Good evening

I have a TCP server clients can connect to. Pretty straightforward. But the problem is, all my clients use mobile network and are constantly on the move. Losing connection without notifying the server via FIN or RST is a common situation. So the server has this lingering connection and thinks a client is online when in reality it is not.

My first solution was to wait for a while; if a client does not send any data in a given period of time, cut the connection (as a quick side note, SetDeadline was particularly useful for me, it causes i/o timeout error on conn.Read if it waits for too long). But there’s a delicate balance to consider: I shouldn’t do it too early, in case the client is just slow on generating data, yet not too late either, because it will misinform me on the client’s online status, which I require.

My thought was to ping the client. But I don’t want to spam the client with unneeded data. Additionally, I’m not the one in charge of programming the clients, so I’m not sure how they will behave if I send them weird packets.

TCP keepalive - a lightweight ping

TCP keepalive sends packets without (or almost without) a body to make sure that the other side answers with an ACK. It is not the part of the TCP standard (they are described in RFC1122 though) and is always disabled by default. But still, the majority of modern TCP solutions should support it.

In its most simple implementation (and that will be enough for us today), it has three main parameters:

  • Idle time - after receiving a packet, it waits for this long before sending a ping message, unless another data packet comes.

  • Retry interval - if it sends a ping, and there is no ACK from the other side, try again after this time.

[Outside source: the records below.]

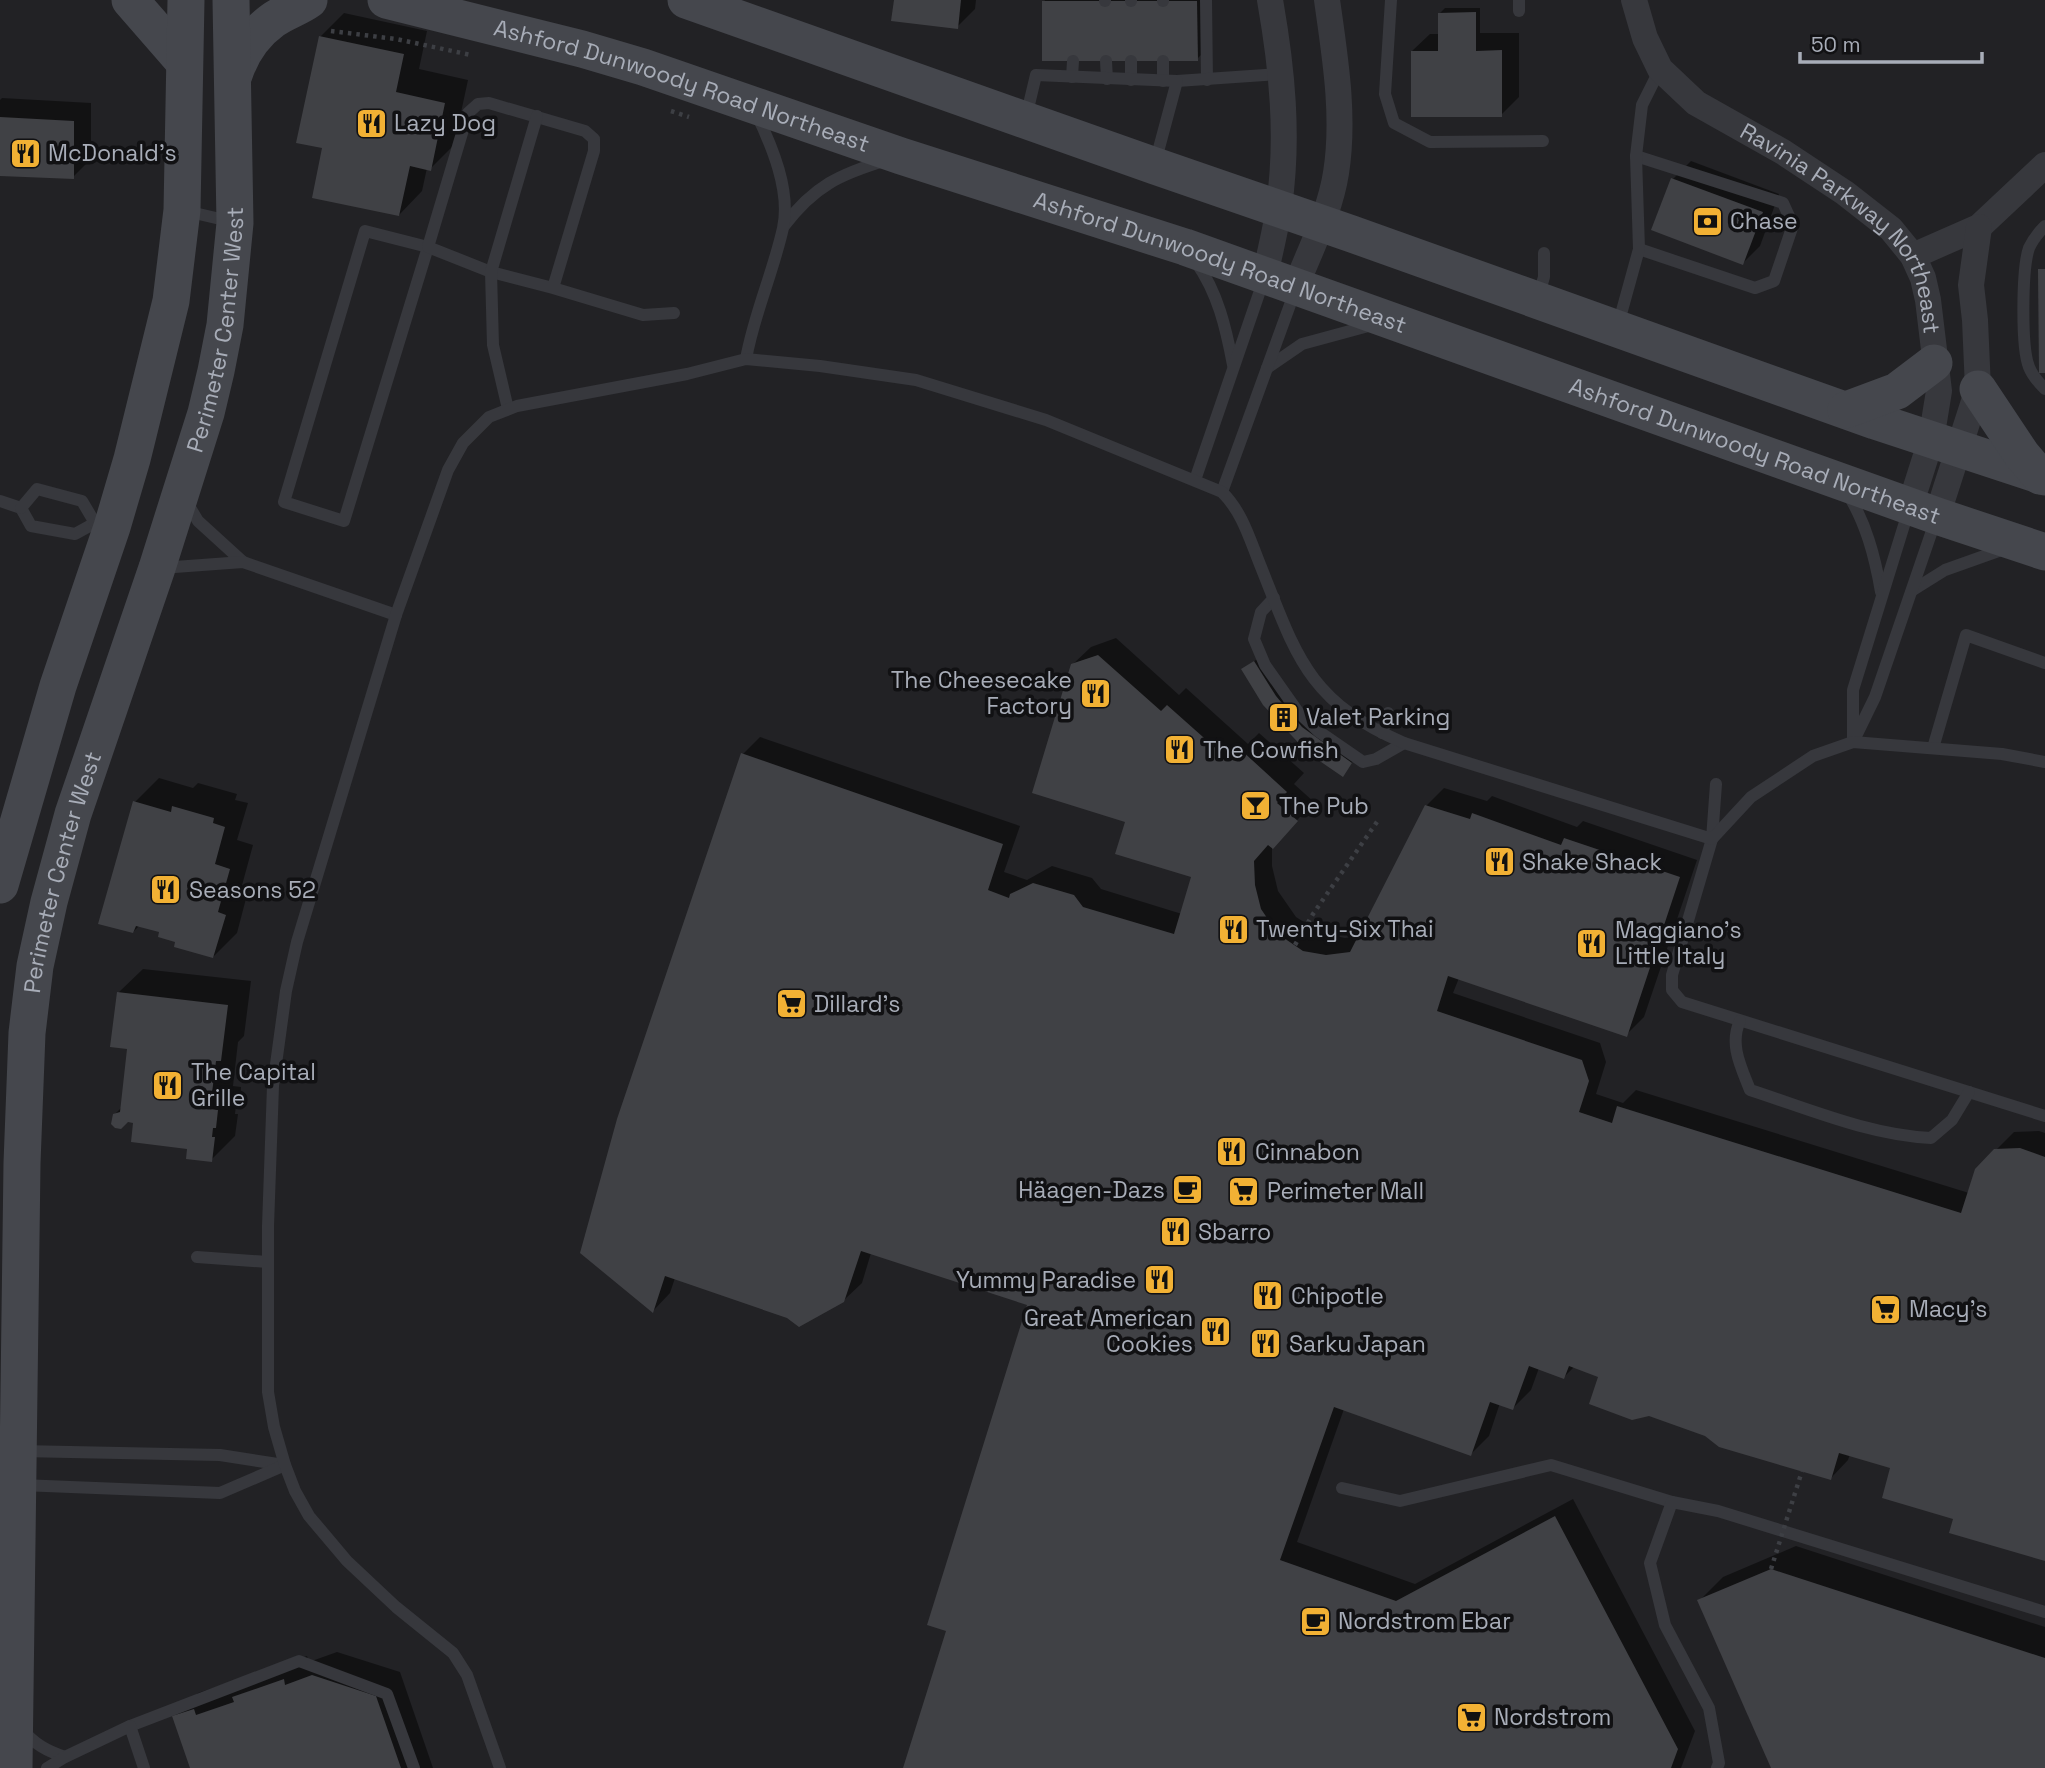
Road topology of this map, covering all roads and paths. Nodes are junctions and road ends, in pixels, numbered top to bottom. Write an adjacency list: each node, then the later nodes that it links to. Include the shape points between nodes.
1 (130, 0): 18 (main road)
2 (186, 0): 18 (main road, Perimeter Center West)
3 (231, 0): 21 (main road, Perimeter Center West)
4 (309, 0): 21 (main road, via 274,19 258,34)
5 (386, 0): 27 (main road, Ashford Dunwoody Road Northeast, via 582,49)
6 (1206, 0): 25 (lane)
7 (1270, 0): 20 (street)
8 (1327, 0): 40 (street, via 1340,141)
9 (1391, 0): 32 (lane, via 1385,94 1395,123 1430,142)
10 (1634, 0): 19 (street, Ravinia Parkway Northeast)
11 (694, 1): 31 (main road)
12 (331, 31): 13 (path)
13 (477, 56)
14 (1073, 61): 22 (lane)
15 (1106, 61): 23 (lane)
16 (1131, 61): 24 (lane)
17 (1163, 61): 26 (lane)
18 (184, 62): 38 (main road, Perimeter Center West)
19 (1660, 69): 34 (lane, via 1642,105); 48 (street, Ravinia Parkway Northeast, via 1696,103 1845,193 1891,229)
20 (1280, 74): 25 (lane); 37 (street, via 1284,151)
21 (233, 76): 39 (main road, Perimeter Center West)
22 (1072, 77): 23 (lane); 31 (lane, via 1036,75)
23 (1107, 79): 24 (lane)
24 (1131, 80): 26 (lane)
25 (1207, 80): 26 (lane)
26 (1170, 81): 36 (lane)
27 (751, 103): 33 (main road, Ashford Dunwoody Road Northeast); 41 (lane, via 777,163)
28 (668, 110): 30 (path)
29 (537, 116): 44 (lane, via 489,103 478,104 468,113); 49 (lane); 51 (lane, via 585,131 594,139)
30 (694, 118)
31 (1025, 120): 36 (main road)
32 (1543, 141)
33 (901, 156): 41 (lane, via 824,186 801,203); 45 (main road, Ashford Dunwoody Road Northeast)
34 (1636, 156): 46 (lane); 46 (lane, via 1783,204 1793,225 1774,281 1755,288)
35 (2045, 165): 43 (street)
36 (1155, 166): 37 (main road)
37 (1279, 208): 40 (main road); 50 (street)
38 (182, 210): 39 (lane); 73 (main road, Perimeter Center West, via 162,340 132,459)
39 (235, 223): 69 (main road, Perimeter Center West, via 216,371)
40 (1321, 223): 50 (street); 52 (main road)
41 (784, 226): 56 (lane)
42 (2045, 226): 61 (lane, via 2029,248 2024,313 2029,369)
43 (1979, 227): 48 (street); 60 (street, Ravinia Parkway Northeast, via 1971,285)
44 (429, 247): 44 (lane, via 365,231 284,502 344,521); 49 (lane)
45 (1185, 247): 50 (main road, Ashford Dunwoody Road Northeast); 59 (lane, via 1216,299)
46 (1639, 248): 55 (lane)
47 (1544, 253): 52 (lane, via 1544,277)
48 (1913, 256): 57 (street, Ravinia Parkway Northeast, via 1928,300)
49 (491, 272): 51 (lane); 62 (lane, via 493,345)
50 (1281, 281): 54 (main road, Ashford Dunwoody Road Northeast); 58 (lane); 59 (lane)
51 (553, 288): 53 (lane, via 643,315)
52 (1537, 300): 55 (main road)
53 (674, 313)
54 (1394, 321): 58 (lane, via 1302,344); 66 (main road, Ashford Dunwoody Road Northeast)
55 (1618, 328): 63 (main road)
56 (746, 359): 62 (lane); 67 (lane, via 915,380 1046,420)
57 (1934, 363): 63 (main road, via 1897,391); 64 (street, Ravinia Parkway Northeast)
58 (1267, 368): 68 (lane)
59 (1234, 369): 67 (lane)
60 (1978, 389): 64 (street, Ravinia Parkway Northeast); 65 (main road)
61 (2045, 389)
62 (508, 409): 80 (lane, via 489,417 463,443 448,470)
63 (1846, 410): 64 (main road)
64 (1945, 445): 65 (main road); 72 (street, Ravinia Parkway Northeast)
65 (2042, 477)
66 (1834, 478): 72 (main road, Ashford Dunwoody Road Northeast); 78 (lane, via 1860,517)
67 (1195, 481): 68 (lane)
68 (1222, 492): 79 (lane, via 1240,514)
69 (180, 493): 75 (main road, Perimeter Center West); 76 (lane, via 198,521)
70 (0, 501): 71 (lane)
71 (21, 508): 73 (lane, via 31,526 75,534); 73 (lane, via 37,489 82,501)
72 (1923, 511): 74 (main road, Ashford Dunwoody Road Northeast); 77 (lane); 78 (lane)
73 (104, 525): 75 (main road); 91 (main road, Perimeter Center West)
74 (2033, 548): 77 (lane, via 1951,567)
75 (162, 555): 76 (lane); 100 (main road, Perimeter Center West, via 73,814 35,966 27,1033)
76 (243, 562): 80 (lane)
77 (1912, 590): 84 (lane, via 1875,697)
78 (1882, 597): 84 (lane, via 1853,690)
79 (1274, 598): 83 (lane, via 1287,636 1321,690); 85 (lane, via 1261,612 1254,639 1265,665 1298,712 1363,762)
80 (396, 615): 98 (lane, via 286,991 273,1086)
81 (2045, 663): 86 (lane, via 1966,635)
82 (1388, 713): 83 (lane)
83 (1382, 733): 85 (lane)
84 (1853, 741): 86 (lane); 90 (lane, via 1813,756 1751,797)
85 (1404, 743): 90 (lane)
86 (1933, 748): 87 (lane)
87 (2045, 762)
88 (1716, 784): 90 (lane)
89 (1380, 820): 93 (path)
90 (1712, 839): 94 (lane, via 1672,975 1672,990 1682,1003)
91 (5, 849): 92 (main road, Perimeter Center West)
92 (0, 886)
93 (1295, 945)
94 (1740, 1021): 95 (lane); 95 (lane, via 1735,1032 1737,1057 1750,1090 1839,1120 1931,1138 1952,1119)
95 (1969, 1092): 96 (lane)
96 (2045, 1116)
97 (198, 1257): 98 (lane)
98 (268, 1262): 99 (lane, via 268,1392)
99 (285, 1465): 100 (lane, via 220,1455); 100 (lane, via 220,1493); 113 (lane, via 310,1516 347,1561 453,1653 467,1675)
100 (9, 1467): 106 (main road, Perimeter Center West)
101 (1802, 1471): 104 (path, bridge)
102 (1342, 1488): 103 (lane, via 1400,1501 1550,1465)
103 (1672, 1502): 105 (lane, via 1718,1511); 114 (lane, via 1650,1563 1665,1625 1709,1708)
104 (1771, 1569)
105 (2045, 1612)
106 (16, 1720): 108 (lane, via 31,1740); 109 (main road, Perimeter Center West)
107 (130, 1726): 108 (lane); 111 (lane); 112 (lane, via 299,1661 387,1694)
108 (65, 1757): 110 (lane)
109 (14, 1768)
110 (47, 1768)
111 (144, 1768)
112 (414, 1768)
113 (500, 1768)
114 (1717, 1768)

  • Ping amount - how many pings to send (with no ACK from client) before we consider this connection to be dead.

For example, idle time is 30 seconds, retry interval is 5 seconds and ping amount 3 pings. Here’s how it works.

We get a data message from the client. Then it stops sending anything. We wait for 30 seconds. Then we send a ping. If we get an ACK, then we wait for another 30-second period before sending another ping; unless a data packet comes in, then this timer is reset again.

If we don’t get an ACK, we wait for 5 seconds and try again. Still no answer after another 5 seconds? Pinging one last time and waiting for the last 5 seconds (yes, we wait for the retry interval amount of seconds after the last ping). Then we consider the connection lost by timeout and disconnect from the server’s side.

Default values?

It is said that Windows waits for 2 hours by default before sending keepalive pings. But I use Linux. Getting the defaults is pretty easy, as shown in section 3.1.1 here.

# Idle time
cat /proc/sys/net/ipv4/tcp_keepalive_time

# Retry interval
cat /proc/sys/net/ipv4/tcp_keepalive_intvl

# Ping amount
cat /proc/sys/net/ipv4/tcp_keepalive_probes

How do we set it in Golang?

Since I program a lot in Golang lately and I needed to implement this solution in it, I will discuss it here.

One thing before we start. It is relevant for Linux. I’m not 100% sure if it works on OSX, and I’m almost sure that it won’t work on Windows this way.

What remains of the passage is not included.